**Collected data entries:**
--- START ---

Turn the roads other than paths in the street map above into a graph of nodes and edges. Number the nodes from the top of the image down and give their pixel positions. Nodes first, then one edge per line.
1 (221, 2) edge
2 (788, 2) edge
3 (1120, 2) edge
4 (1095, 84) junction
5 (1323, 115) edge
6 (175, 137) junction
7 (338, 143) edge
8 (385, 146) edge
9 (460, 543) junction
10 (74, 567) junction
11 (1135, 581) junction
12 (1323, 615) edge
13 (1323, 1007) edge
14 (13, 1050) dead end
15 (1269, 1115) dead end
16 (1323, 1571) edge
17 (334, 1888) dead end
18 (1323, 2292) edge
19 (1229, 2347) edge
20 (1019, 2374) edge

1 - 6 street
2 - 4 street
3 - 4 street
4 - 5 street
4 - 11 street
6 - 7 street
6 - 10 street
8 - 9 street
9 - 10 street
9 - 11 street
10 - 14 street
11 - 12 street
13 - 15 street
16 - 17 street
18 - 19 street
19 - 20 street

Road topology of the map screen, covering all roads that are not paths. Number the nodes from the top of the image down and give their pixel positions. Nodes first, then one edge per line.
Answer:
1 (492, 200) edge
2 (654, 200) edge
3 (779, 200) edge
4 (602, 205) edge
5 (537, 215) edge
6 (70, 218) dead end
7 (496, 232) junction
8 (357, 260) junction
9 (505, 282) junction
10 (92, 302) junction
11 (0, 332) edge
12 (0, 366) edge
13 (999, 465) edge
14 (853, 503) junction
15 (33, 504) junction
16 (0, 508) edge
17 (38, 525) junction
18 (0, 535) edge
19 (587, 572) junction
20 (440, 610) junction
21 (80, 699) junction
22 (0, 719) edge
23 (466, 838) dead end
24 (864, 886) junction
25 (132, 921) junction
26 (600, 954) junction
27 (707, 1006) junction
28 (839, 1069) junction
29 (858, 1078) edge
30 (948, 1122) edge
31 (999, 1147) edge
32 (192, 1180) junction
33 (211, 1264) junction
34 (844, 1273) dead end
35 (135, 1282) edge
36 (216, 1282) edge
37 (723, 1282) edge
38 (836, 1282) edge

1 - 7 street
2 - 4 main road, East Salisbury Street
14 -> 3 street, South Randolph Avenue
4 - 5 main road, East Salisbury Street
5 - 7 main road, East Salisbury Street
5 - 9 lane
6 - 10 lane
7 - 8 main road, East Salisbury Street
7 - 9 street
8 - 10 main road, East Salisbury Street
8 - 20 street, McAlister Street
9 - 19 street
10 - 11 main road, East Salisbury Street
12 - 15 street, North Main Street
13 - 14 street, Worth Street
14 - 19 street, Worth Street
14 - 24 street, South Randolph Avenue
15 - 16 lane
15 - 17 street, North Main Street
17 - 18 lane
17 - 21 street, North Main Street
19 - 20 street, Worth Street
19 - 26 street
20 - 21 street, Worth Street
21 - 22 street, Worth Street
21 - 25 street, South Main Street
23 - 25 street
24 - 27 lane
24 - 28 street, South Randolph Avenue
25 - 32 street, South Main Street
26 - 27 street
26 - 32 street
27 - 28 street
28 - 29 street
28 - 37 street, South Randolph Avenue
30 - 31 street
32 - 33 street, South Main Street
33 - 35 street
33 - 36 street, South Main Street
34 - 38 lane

--- END ---

State how many lines of the records contain the word "nodes". Give that number alone.

2